What a beautiful morning. Started my day with a green smoothie and fresh berries and a French lesson, then walked with the boys to their bus stops, with a meditation in between. Continued on a longer walk around the meadow, which is bursting with fresh leaves, clover, and birdsong. Did some weights when I came home, then read a chapter of Tim Ferriss’s brick of a book, “Tools of Titans”, over oatmeal (with blueberries, walnuts and flax seed) and coffee, followed by a page of writing. I don’t always have time for this full routine every day, but I get to most of these things most days. To me, having a career that allows for all of this time to nurture myself is how I define success.
Something that stood out from reading the interview with Glenn Beck in Tim Feriss’s book: he says, “Be willing to fail or succeed on who you really are. Don’t ever try to be anything else. What you are is good enough for whatever it is you’re doing.” Most of the time I try to really take this to heart. And I tell myself, I’m good enough to be a children’s author and illustrator. It doesn’t even really matter if I’m published or not—what matters is that I use my gifts, that I write and draw, and that I share it with people in the ways I know how. I haven’t been writing enough, and I’m changing that. And now that my first finished novel is in the hands of an agent and editor for consideration, I need to get off my butt and keep writing.
And here’s something from angel investor and CEO Naval Ravikant (also from Tim Ferriss’s book): “If you don’t believe in an afterlife, then you [should realize] that this is such a short and precious life, it is really important that you don’t spend it being unhappy. There is no excuse for spending most of your life in misery. You’ve only got 70 years out of the 50 billion or however long the universe is going to be around.”
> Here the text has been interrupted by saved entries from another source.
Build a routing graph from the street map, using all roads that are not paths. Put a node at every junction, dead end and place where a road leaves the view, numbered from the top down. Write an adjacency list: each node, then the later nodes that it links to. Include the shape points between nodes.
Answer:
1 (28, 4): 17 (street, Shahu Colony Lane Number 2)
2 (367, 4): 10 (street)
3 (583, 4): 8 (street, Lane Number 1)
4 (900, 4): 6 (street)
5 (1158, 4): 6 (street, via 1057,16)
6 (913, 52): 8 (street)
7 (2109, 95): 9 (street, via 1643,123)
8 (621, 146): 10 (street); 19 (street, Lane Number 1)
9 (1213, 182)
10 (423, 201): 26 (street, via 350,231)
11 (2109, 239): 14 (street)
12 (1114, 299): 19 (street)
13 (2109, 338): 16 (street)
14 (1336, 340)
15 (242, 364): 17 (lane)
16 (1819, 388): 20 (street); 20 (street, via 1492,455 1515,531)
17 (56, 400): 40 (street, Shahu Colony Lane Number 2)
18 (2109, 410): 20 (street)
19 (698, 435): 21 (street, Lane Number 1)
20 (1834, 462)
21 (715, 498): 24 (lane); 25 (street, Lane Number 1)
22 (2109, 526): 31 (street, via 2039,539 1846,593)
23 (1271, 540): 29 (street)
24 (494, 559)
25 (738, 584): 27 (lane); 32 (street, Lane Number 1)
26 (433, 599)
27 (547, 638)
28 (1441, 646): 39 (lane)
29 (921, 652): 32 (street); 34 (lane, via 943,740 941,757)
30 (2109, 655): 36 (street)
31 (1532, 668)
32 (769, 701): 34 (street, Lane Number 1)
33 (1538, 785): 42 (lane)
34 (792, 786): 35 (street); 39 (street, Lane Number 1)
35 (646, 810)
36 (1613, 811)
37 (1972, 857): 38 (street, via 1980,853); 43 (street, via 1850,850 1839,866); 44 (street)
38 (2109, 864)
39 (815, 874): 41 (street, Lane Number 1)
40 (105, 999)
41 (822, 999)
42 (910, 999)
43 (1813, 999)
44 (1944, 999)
Such a good thing to remember, right? If I can just think well of myself, do my very best at what I know how to do, treat other people well, and let myself be happy, then haven’t I succeeded as a human being?
Too often I get wrapped up in the stress of a situation (don’t we all?), and allow the cyclone of anxiety to spiral out of control. As we were driving downtown for a road race that the boys were running in, stuck in bumper to bumper traffic that had slowed to become a parking lot, I found myself thinking, “I wish I were the kind of person who was even-keeled and unflappable. Does it help to become stressed out? No. Can’t I just breathe and think creatively about this for a second?”
After some complaining and swearing, I did breathe and say a prayer (encouraged by my wife), got off the congested street and found a different route, and we did find a place to park and to the starting line in time for the race, with 7 minutes to spare (we had planned on an hour). Eventually my stress subsided (and the free McDonald’s iced coffee helped), the boys ran their race, we found them in the enormous crowd with no difficulty, and I learned that—once again—a cool temper and trusting in the Universe are more productive and happier for everyone than freaking out. Sigh.
So… if I can just remember every day to do my best and let go of the rest, maybe I’ll choose joy more often than I choose fear.